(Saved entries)
··········
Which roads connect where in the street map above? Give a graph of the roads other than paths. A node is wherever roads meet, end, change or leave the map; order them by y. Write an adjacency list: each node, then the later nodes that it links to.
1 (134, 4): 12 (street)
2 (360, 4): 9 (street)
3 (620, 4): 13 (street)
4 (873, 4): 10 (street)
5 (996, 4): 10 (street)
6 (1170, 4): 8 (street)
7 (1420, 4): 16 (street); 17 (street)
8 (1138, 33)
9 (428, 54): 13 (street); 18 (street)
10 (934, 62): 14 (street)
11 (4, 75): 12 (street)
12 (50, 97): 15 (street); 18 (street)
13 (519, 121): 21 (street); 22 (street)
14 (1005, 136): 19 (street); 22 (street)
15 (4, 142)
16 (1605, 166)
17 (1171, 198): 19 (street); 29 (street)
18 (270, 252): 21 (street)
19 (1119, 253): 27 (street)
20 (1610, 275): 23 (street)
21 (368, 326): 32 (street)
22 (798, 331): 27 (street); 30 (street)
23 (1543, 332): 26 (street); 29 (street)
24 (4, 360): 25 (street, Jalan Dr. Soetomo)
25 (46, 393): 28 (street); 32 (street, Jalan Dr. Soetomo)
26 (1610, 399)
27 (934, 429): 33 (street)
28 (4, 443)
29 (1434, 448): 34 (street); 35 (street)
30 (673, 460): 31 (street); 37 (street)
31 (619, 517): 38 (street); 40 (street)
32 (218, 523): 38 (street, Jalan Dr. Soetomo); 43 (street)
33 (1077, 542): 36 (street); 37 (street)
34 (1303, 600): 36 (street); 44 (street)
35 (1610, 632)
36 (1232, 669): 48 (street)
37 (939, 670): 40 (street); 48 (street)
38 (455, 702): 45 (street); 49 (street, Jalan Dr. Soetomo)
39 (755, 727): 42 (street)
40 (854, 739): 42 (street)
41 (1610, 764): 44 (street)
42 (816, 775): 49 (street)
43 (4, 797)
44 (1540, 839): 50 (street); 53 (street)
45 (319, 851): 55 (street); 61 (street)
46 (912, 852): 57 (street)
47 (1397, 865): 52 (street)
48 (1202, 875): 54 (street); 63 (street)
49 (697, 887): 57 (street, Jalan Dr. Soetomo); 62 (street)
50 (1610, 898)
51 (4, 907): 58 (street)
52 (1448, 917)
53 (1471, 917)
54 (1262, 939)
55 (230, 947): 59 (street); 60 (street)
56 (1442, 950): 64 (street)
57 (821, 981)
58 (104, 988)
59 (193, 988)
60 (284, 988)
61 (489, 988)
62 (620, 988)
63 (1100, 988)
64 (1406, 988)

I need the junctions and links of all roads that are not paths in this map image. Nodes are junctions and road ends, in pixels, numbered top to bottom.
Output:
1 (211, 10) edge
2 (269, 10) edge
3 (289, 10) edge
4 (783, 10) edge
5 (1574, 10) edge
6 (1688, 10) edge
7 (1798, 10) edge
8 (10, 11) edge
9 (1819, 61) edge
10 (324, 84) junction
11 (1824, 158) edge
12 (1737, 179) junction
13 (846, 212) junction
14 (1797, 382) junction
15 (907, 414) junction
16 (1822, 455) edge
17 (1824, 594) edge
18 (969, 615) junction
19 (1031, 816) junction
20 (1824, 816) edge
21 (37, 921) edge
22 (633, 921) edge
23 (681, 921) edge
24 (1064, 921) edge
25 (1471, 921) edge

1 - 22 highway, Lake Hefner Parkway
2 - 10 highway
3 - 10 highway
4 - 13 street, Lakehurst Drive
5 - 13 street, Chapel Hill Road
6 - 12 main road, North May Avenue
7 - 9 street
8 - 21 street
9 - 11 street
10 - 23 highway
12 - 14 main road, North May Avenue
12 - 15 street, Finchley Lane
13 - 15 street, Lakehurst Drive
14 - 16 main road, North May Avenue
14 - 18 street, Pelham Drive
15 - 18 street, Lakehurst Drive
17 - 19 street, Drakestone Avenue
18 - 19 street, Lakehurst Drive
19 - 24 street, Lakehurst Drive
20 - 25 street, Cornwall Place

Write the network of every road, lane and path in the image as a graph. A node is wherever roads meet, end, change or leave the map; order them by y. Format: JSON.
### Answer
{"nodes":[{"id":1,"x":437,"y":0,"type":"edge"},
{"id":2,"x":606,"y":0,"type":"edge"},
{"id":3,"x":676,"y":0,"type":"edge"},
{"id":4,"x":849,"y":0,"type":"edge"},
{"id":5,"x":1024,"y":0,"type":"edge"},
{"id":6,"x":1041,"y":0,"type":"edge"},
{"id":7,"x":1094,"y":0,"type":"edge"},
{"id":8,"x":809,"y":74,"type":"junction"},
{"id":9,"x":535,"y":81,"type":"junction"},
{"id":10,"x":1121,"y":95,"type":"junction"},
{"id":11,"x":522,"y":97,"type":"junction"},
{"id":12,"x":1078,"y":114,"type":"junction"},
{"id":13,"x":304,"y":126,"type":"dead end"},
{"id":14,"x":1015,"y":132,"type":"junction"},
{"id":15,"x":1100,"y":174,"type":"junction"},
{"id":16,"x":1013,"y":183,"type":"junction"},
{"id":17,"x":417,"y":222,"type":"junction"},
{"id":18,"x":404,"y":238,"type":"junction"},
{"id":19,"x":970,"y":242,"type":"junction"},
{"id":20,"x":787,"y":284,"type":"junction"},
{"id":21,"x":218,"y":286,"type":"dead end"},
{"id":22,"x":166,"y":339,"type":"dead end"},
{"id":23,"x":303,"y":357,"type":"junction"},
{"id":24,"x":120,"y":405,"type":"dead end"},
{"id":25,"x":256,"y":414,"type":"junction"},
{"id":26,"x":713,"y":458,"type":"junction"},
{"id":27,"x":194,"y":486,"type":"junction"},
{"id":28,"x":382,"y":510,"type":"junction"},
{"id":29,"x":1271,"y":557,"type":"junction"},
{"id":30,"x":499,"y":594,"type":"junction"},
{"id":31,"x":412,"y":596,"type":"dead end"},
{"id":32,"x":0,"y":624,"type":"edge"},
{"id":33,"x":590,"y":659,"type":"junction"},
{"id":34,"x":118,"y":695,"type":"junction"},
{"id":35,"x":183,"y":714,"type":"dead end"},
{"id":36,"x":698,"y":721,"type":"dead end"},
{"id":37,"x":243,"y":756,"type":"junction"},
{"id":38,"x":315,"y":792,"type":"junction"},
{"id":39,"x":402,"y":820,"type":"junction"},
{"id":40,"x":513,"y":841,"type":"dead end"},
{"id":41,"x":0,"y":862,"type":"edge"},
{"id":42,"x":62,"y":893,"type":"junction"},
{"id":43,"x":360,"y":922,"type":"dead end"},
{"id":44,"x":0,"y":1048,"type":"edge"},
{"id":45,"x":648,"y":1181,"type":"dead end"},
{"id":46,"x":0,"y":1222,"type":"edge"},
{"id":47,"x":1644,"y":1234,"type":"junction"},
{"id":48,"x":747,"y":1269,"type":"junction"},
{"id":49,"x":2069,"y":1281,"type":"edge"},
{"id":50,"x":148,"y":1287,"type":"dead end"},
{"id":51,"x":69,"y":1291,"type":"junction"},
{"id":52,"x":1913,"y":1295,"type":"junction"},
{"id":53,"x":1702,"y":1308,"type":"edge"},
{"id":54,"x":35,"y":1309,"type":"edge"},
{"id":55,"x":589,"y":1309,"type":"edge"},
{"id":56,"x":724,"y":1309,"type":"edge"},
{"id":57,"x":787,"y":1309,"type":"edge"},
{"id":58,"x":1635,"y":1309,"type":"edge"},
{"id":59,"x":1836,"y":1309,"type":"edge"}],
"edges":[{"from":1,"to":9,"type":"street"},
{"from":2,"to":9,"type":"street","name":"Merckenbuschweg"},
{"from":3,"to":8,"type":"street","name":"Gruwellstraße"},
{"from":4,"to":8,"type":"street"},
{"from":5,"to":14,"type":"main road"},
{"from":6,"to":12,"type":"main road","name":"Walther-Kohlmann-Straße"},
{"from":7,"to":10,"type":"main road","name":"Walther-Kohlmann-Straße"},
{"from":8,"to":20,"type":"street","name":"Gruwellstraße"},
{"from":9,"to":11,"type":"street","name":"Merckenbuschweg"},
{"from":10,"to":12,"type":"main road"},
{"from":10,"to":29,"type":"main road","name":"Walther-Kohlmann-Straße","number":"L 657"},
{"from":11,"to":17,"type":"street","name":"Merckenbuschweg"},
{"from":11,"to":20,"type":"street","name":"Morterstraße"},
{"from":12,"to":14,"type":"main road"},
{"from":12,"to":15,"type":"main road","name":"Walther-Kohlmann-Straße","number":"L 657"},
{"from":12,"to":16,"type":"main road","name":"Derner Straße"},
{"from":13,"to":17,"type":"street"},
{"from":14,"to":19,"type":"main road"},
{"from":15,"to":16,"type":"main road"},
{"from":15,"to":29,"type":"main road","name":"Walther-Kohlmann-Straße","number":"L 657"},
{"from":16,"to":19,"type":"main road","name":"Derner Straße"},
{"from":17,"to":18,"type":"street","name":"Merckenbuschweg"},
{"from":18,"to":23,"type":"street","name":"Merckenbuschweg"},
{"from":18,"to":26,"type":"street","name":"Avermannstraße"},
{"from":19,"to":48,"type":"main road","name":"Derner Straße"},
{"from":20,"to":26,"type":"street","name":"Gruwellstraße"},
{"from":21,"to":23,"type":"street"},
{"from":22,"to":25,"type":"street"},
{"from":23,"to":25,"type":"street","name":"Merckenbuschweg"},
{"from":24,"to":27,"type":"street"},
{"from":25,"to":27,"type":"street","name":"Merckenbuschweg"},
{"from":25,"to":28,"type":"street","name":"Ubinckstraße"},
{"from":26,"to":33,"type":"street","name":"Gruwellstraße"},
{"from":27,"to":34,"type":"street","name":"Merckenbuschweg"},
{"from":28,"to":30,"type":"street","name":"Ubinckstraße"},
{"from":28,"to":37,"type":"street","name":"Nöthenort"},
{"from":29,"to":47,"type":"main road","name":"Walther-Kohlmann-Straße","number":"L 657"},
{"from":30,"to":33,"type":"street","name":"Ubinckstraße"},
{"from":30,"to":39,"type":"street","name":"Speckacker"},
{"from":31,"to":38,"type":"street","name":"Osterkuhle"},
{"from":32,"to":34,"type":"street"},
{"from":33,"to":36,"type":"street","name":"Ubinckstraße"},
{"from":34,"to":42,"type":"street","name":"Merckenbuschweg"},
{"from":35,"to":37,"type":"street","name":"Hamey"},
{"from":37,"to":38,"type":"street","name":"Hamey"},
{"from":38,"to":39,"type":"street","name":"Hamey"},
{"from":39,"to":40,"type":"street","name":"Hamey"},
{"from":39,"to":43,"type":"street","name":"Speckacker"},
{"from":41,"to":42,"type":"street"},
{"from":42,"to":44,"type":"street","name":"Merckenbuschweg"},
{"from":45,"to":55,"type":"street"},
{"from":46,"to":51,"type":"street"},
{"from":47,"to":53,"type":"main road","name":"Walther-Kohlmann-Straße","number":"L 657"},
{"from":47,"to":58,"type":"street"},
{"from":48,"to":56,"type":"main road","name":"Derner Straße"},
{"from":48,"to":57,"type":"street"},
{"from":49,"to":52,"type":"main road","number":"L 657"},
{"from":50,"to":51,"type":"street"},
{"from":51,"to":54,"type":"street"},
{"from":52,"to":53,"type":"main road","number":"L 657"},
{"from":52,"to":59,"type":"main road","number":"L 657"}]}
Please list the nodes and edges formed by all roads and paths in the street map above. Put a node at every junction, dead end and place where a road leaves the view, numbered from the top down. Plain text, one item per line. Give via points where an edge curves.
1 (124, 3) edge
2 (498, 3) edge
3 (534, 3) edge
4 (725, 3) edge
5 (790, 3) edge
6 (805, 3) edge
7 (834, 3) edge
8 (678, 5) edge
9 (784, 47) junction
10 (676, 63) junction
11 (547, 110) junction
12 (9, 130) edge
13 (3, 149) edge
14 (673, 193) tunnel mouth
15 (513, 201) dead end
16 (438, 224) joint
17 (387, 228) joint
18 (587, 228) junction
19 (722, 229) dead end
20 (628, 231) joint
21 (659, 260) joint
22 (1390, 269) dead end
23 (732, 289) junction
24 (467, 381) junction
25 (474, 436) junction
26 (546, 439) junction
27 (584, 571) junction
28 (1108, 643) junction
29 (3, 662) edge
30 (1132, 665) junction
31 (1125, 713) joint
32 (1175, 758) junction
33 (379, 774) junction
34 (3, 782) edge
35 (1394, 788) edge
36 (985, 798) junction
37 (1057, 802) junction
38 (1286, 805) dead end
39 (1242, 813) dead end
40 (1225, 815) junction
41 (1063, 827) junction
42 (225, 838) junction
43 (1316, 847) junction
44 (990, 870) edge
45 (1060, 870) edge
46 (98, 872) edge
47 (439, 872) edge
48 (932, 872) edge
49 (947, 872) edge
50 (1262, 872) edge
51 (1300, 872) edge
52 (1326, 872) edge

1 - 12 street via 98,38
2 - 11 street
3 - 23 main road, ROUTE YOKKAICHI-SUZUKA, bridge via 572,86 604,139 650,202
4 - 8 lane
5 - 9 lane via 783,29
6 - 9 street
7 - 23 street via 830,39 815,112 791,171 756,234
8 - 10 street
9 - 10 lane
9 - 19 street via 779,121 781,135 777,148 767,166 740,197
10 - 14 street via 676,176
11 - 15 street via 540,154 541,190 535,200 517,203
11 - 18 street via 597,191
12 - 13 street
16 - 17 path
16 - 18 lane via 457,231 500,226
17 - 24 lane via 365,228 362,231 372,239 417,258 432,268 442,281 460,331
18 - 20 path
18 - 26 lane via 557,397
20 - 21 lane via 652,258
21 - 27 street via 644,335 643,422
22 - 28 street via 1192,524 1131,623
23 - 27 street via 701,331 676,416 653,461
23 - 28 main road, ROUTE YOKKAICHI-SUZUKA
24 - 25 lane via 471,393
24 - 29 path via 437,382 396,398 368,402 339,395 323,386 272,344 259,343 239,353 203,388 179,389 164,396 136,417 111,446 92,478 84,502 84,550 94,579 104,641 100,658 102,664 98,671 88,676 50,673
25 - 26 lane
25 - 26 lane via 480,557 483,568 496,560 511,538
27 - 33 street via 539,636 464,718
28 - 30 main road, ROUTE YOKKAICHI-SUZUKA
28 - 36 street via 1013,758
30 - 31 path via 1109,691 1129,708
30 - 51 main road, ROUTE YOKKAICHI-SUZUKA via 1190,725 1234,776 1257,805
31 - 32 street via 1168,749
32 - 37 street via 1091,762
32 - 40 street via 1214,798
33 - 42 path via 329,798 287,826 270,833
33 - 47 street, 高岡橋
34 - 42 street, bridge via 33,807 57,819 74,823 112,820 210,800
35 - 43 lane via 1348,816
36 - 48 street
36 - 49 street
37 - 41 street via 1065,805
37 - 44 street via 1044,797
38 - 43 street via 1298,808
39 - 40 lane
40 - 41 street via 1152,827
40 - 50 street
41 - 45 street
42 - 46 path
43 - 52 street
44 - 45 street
··········
> _INSTRUCTIONS TO FOLLOW_:
Search the records above for "every". Copy each line where it is found.

> _RESULT FOR THIS EXERCISE_:
Write the network of every road, lane and path in the image as a graph. A node is wherever roads meet, end, change or leave the map; order them by y. Format: JSON.
Please list the nodes and edges formed by all roads and paths in the street map above. Put a node at every junction, dead end and place where a road leaves the view, numbered from the top down. Plain text, one item per line. Give via points where an edge curves.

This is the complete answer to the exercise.